The FCC reached a $31 million settlement with San Antonio, Texas-based TeleQuality Communications, which provides telecommunications and network connectivity solutions to the program.
Under the RHC Program, eligible providers receive funding for telecommunications and Internet access services to ensure they have affordable telecom services that are critical for care. However, an investigation of TeleQuality found competitive bidding and rate violations as well as fabricated sales quotes.
According to FCC, TeleQuality admits to using fabricated sales quotes as urban rates and failing to use agency-required methods for determining rural rates. Also, in violation of competitive bidding rules, the company helped providers in creating the bid evaluation criteria and bid matrices against which TeleQuality’s bids would be assessed. In addition, TeleQuality offered improper incentives to providers such as free routers and other equipment to encourage them to award contracts to the company.
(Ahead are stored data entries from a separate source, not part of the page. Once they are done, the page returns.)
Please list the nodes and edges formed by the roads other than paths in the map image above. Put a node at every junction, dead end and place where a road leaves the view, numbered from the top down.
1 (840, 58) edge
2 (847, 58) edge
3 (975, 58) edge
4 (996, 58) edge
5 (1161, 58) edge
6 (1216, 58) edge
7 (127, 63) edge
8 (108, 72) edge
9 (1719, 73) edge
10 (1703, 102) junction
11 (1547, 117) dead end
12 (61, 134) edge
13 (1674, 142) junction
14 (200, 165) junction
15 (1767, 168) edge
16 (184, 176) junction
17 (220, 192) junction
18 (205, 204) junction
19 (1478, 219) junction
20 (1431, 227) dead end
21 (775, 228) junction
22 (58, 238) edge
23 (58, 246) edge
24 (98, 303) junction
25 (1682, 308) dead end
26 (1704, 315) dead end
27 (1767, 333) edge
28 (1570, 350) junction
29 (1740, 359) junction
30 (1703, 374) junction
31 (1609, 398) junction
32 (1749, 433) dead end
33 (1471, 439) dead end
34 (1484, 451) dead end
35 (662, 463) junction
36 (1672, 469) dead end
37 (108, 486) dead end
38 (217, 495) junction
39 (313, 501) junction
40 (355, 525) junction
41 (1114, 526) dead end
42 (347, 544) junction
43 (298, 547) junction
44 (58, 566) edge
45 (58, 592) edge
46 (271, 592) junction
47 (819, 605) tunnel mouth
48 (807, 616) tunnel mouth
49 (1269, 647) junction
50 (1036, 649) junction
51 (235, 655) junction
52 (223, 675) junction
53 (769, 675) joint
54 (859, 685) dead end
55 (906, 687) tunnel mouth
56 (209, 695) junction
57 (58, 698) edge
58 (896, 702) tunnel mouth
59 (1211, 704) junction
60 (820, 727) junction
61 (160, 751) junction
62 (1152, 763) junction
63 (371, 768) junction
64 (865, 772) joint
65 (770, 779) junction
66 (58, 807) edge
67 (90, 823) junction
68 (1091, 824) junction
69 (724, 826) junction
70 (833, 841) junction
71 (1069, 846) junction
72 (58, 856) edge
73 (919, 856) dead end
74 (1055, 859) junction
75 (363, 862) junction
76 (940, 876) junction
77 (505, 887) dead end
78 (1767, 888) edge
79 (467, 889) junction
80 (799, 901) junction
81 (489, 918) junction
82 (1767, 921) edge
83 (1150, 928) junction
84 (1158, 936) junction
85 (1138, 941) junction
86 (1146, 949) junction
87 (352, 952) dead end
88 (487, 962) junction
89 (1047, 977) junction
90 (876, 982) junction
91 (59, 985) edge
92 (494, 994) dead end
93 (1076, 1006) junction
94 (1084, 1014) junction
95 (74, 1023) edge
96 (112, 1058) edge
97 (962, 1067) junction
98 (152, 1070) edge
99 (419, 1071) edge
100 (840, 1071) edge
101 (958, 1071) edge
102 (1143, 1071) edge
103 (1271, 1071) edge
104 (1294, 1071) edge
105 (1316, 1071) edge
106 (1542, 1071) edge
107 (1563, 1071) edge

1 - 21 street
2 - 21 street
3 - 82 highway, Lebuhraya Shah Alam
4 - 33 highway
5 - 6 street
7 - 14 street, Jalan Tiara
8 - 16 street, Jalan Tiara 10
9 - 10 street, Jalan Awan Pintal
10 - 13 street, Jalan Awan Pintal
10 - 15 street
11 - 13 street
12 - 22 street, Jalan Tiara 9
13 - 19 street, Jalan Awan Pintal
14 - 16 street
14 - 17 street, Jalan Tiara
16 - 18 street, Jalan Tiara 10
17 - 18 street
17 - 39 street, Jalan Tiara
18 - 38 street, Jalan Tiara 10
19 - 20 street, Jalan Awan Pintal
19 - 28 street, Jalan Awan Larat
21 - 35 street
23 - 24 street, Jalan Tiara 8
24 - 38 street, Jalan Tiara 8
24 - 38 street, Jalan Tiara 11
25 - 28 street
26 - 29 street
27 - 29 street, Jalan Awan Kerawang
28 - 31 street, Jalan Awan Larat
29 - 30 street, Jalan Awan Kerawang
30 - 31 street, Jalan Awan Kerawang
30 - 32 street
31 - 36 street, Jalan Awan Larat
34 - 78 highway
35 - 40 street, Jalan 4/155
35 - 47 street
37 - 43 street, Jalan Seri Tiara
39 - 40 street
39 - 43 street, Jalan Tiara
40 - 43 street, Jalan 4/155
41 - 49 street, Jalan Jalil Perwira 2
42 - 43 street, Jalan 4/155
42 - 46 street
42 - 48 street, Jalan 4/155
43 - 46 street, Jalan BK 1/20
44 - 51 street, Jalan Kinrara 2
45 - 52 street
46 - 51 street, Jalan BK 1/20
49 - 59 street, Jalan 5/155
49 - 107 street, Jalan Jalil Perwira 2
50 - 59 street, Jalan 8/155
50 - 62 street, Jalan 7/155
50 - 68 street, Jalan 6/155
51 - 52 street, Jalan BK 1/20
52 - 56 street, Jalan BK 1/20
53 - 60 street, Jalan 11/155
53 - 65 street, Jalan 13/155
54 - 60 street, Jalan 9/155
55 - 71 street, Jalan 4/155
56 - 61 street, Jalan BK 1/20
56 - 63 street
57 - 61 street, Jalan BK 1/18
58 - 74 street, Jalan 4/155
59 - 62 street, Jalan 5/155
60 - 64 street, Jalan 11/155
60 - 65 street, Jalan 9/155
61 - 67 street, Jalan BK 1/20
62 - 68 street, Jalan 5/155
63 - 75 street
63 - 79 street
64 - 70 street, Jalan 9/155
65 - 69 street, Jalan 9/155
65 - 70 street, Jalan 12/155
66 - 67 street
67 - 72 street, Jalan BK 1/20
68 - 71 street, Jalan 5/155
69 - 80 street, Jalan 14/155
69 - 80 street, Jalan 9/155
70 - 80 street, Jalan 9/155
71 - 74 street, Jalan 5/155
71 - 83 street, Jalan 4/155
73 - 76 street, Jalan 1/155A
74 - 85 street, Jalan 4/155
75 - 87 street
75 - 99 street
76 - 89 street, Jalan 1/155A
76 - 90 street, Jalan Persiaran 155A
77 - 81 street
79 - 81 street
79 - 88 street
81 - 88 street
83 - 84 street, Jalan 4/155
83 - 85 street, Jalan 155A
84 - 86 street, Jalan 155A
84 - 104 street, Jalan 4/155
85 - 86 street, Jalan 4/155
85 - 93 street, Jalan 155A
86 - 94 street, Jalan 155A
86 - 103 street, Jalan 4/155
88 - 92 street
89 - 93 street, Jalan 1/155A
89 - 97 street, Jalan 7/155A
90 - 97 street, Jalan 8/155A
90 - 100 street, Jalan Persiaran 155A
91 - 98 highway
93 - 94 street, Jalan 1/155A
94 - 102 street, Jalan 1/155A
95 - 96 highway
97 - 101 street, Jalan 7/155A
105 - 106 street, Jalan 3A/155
“This case involves some of the most egregious violations of our universal service rules that I can recall,” said FCC Commissioner Geoffrey Starks in a written statement. “In the course of only three years, TeleQuality received over $47 million in improper payments from the Universal Service Fund. The company obtained this money by violating virtually every rule in the book, including fabricating invoices, colluding with healthcare providers to obtain contracts, using incorrect rates, and charging the fund for services that were never provided.”
Despite the settlement, which requires TeleQuality to provide the Universal Service Fund with $31 million worth of repayments and forfeitures of payment claims as a sanction, Starks contends that the FCC should have taken stronger action against the company.
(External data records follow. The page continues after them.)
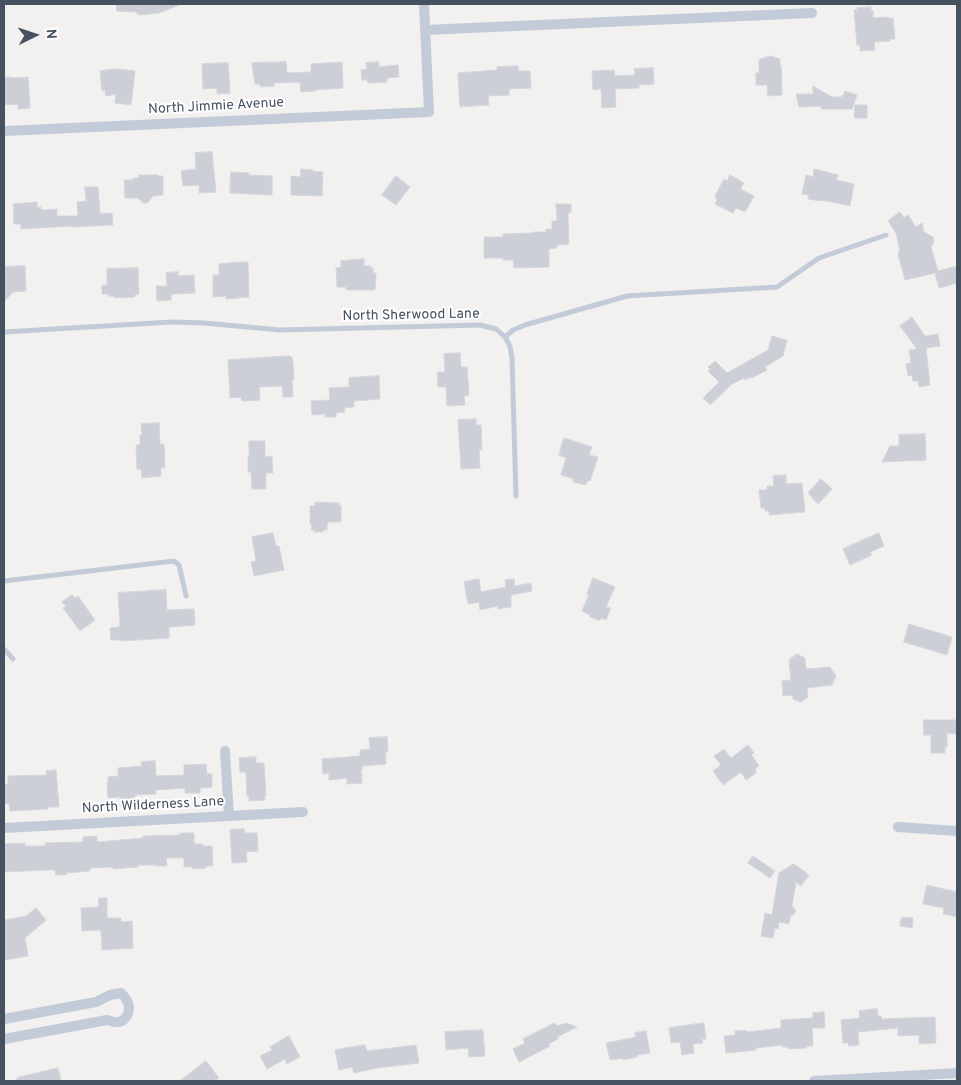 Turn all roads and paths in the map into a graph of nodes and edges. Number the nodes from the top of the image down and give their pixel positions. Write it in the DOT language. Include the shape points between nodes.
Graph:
graph roads {
  1 [pos="424,4"];
  2 [pos="812,13"];
  3 [pos="425,30"];
  4 [pos="4,130"];
  5 [pos="886,235"];
  6 [pos="4,332"];
  7 [pos="506,337"];
  8 [pos="516,496"];
  9 [pos="4,581"];
  10 [pos="186,596"];
  11 [pos="4,649"];
  12 [pos="13,659"];
  13 [pos="225,751"];
  14 [pos="304,812"];
  15 [pos="229,816"];
  16 [pos="898,827"];
  17 [pos="4,828"];
  18 [pos="957,831"];
  19 [pos="4,1019"];
  20 [pos="4,1039"];
  21 [pos="957,1073"];
  22 [pos="814,1081"];
  1 -- 3 [label="street"];
  2 -- 3 [label="street"];
  3 -- 4 [label="street, North Jimmie Avenue" via="429,112"];
  5 -- 7 [label="lane" via="819,258 777,287 627,296 525,325"];
  6 -- 7 [label="lane, North Sherwood Lane" via="172,322 280,330 480,325 496,329"];
  7 -- 8 [label="lane" via="512,358"];
  9 -- 10 [label="lane" via="174,561 179,565"];
  11 -- 12 [label="lane"];
  13 -- 15 [label="street"];
  14 -- 15 [label="street, North Wilderness Lane"];
  15 -- 17 [label="street, North Wilderness Lane"];
  16 -- 18 [label="street"];
  19 -- 20 [label="street" via="96,1002 121,993 129,1009 128,1015 118,1022 107,1020"];
  21 -- 22 [label="street"];
}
“Even this ($31 million) figure will not result in TeleQuality repaying the full amount of universal service support that it unlawfully obtained,” observes Starks. “Instead, the company will simply repay a portion of its ill-gotten gains.”
In addition, he notes that the settlement “effectively lacks any penalty” and that “given the egregious nature of the misconduct” the FCC should have debarred TeleQuality from further participation in the RHC program.